List:Commits« Previous MessageNext Message »
From:Sven Sandberg Date:December 17 2010 11:20am
Subject:Re: bzr commit into mysql-5.1-bugteam branch (Li-Bing.Song:3525)
Bug#58546
View as plain text  
Hi Li-bing,

Thanks for this work. If I understand correctly, the problem is that the 
SQL thread has started to execute a transaction that the IO thread has 
not completely copied. Normally, the IO thread will continue to copy the 
transaction so the slave SQL thread can finish the transaction. But if 
there is a STOP SLAVE in the middle of the transaction, the IO thread 
will leave a partial transaction. When the SQL thread is stopped, it has 
to roll back the transaction.

Your patch changes the order that the IO thread and the SQL thread are 
stopped. The idea is that the SQL thread can finish the transaction 
before the IO thread stops copying the transaction. I think this only 
works if the SQL thread does not stop in the middle of a transaction. 
AFAICS, it is possible that the SQL thread stops in the middle of a 
transaction even if the IO thread is running.

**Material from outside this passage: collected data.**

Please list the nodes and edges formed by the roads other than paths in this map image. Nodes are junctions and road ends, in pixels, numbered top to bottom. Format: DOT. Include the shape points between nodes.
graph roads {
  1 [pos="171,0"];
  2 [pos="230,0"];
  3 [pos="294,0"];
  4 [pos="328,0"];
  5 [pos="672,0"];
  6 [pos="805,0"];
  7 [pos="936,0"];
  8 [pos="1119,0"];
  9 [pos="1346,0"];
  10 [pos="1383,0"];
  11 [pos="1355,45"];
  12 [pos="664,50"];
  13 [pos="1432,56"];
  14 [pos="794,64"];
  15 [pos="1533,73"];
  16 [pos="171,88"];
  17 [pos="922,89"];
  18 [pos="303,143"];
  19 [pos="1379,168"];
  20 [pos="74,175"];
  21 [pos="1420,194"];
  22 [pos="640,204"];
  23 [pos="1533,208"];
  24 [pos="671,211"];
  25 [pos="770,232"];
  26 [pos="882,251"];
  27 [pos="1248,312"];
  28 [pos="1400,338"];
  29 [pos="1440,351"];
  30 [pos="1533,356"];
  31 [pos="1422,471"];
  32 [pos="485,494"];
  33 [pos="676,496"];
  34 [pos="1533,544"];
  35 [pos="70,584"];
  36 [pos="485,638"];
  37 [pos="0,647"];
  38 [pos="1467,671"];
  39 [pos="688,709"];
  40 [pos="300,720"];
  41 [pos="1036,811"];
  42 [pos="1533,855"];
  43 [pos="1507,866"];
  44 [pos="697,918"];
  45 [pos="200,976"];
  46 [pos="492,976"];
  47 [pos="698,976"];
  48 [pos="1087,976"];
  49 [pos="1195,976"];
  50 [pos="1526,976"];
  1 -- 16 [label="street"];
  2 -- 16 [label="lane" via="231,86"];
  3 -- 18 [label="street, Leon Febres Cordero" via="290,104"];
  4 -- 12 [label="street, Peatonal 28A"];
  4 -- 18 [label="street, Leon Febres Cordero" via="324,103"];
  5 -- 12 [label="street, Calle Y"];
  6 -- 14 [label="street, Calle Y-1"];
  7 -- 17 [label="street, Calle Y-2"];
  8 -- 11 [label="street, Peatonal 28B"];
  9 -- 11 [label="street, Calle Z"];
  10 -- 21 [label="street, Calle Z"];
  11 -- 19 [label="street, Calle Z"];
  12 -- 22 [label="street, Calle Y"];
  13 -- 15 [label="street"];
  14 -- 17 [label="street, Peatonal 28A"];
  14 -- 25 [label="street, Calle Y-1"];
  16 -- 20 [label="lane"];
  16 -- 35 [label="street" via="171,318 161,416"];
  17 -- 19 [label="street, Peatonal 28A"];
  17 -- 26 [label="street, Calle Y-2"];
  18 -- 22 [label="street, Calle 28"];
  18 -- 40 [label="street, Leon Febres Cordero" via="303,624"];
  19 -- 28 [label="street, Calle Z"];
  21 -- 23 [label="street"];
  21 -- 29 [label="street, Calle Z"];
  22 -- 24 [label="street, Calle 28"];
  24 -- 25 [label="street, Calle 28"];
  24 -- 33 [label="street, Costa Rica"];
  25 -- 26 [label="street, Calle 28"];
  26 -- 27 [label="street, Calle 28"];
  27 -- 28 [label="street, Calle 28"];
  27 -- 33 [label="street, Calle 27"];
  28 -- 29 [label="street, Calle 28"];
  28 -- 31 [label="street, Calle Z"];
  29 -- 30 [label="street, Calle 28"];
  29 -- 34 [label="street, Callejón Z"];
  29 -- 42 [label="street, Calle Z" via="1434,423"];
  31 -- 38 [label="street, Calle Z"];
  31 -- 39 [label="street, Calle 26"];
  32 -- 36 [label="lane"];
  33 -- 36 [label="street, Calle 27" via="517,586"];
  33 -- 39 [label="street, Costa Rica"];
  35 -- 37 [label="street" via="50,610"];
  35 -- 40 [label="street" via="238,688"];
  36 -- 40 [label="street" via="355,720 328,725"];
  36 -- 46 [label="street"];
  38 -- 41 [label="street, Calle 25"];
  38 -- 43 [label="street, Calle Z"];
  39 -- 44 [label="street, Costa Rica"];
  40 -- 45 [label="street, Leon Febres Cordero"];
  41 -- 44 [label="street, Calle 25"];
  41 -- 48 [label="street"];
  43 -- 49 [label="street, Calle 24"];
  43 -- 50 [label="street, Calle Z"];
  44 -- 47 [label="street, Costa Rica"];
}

See handle_slave_sql: the 
main loop is:

   while (!sql_slave_killed(thd,rli))

In each iteration of the loop it reads one event, not one transaction.

Another problem is that we want STOP SLAVE to execute fast. I don't 
think we can make STOP SLAVE wait for the IO thread to finish copy the 
transaction. That could even make STOP SLAVE hang for a long time on big 
transactions or if there is a network problem. I can imagine a few 
possible solutions if we want to allow more robust start/stop of 
replication:

1. Add an option to STOP SLAVE that makes it wait until the SQL thread 
has finished executing the current transaction.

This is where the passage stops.